Program Euro NCAP sendiri menguji berbagai aspek, mulai dari kinerja airbag, struktur bodi, hingga penggunaan teknologi aktif seperti sensor pengemudi dan sistem pengereman darurat. Hasil dari uji ini akan menjadi dasar untuk menilai tingkat perlindungan Luce EV terhadap penumpang. Dalam beberapa tahun terakhir, Euro NCAP telah menjadi standar global yang dipercaya oleh banyak konsumen. Dengan mengikuti program ini, Ferrari berharap bisa memperkuat citranya sebagai pabrikan yang peduli pada kualitas keselamatan, meskipun sebelumnya lebih dikenal karena kecepatan dan desain khas supercar.

Uji tabrak ini juga menjadi momen penting untuk menunjukkan kemampuan mobil listrik dalam menghadapi kejadian tak terduga di jalan raya. Seperti yang dilaporkan oleh Drive, Luce EV akan diuji dengan berbagai kondisi, termasuk kecepatan tinggi dan tabrakan dari sudut berbeda. Selain itu, Euro NCAP juga menilai efektivitas fitur keselamatan pasif, seperti penggunaan bahan ringan dan struktur yang dapat menyerap energi. Dalam konteks ini, Ferrari mengakui bahwa Luce EV memiliki tantangan tersendiri karena menggabungkan elemen kepraktisan dengan kekuatan dan performa yang tidak kalah dari mobil sport.

Program Euro NCAP memberikan peringkat keselamatan berdasarkan hasil uji, yang kemudian digunakan untuk menjangkau konsumen. Luce EV, sebagai mobil listrik pertama Ferrari, diperkirakan akan menjadi salah satu model yang paling berpengaruh dalam menunjukkan perubahan paradigma dalam industri otomotif. Selain itu, uji ini juga memberikan kesempatan bagi pihak luar untuk menilai bagaimana teknologi listrik memengaruhi keandalan dan keamanan, yang sebelumnya dianggap lebih sederhana dibandingkan mobil bensin. Dengan mengikuti Euro NCAP, Ferrari mencoba memastikan bahwa Luce EV bisa mendapat pengakuan luas, baik dalam segi inovasi maupun keamanan.

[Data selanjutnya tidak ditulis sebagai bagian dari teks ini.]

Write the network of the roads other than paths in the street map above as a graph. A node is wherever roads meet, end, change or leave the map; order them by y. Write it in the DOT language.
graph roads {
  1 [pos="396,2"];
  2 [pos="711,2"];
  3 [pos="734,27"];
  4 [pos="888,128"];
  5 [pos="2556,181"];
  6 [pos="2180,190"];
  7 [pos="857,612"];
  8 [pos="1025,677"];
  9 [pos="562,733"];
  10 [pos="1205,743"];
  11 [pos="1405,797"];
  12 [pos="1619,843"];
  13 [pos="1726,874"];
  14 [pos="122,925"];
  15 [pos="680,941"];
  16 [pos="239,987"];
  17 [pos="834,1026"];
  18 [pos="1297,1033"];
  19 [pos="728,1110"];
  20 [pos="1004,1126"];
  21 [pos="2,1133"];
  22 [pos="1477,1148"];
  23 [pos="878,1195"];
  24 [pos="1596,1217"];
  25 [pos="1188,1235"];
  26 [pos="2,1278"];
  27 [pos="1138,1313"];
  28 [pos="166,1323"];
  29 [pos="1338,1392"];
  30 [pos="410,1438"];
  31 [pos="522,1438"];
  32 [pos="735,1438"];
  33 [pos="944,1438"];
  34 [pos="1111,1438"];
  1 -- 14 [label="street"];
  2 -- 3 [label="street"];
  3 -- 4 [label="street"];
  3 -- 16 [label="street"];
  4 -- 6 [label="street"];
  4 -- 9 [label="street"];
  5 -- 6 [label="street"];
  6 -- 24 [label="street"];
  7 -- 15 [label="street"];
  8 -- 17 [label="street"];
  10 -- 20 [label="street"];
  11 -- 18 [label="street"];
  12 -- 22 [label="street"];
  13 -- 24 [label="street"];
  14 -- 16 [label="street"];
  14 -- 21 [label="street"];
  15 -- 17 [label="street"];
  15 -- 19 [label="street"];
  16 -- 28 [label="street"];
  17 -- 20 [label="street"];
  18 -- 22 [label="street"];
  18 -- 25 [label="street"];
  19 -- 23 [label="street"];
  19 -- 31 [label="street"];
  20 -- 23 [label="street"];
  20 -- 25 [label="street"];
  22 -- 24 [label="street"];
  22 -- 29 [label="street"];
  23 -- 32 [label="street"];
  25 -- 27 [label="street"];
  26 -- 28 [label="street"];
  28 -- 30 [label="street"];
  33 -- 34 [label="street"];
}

Sebagai penutup, uji tabrak Euro NCAP menjadi langkah strategis bagi Ferrari dalam menghadapi masa depan mobil listrik. Program ini bukan hanya mengukur keselamatan, tetapi juga menjadi acuan bagi konsumen yang mencari mobil dengan keseimbangan antara kecepatan, desain, dan keandalan. Dengan menyiapkan Luce EV untuk uji ini, Ferrari menunjukkan komitmennya untuk tidak hanya menjadi pionir teknologi, tetapi juga menjaga standar keselamatan yang tinggi. Proses ini menandai titik balik dalam sejarah merek yang selama ini dikenal lebih fokus pada kecepatan dan prestise.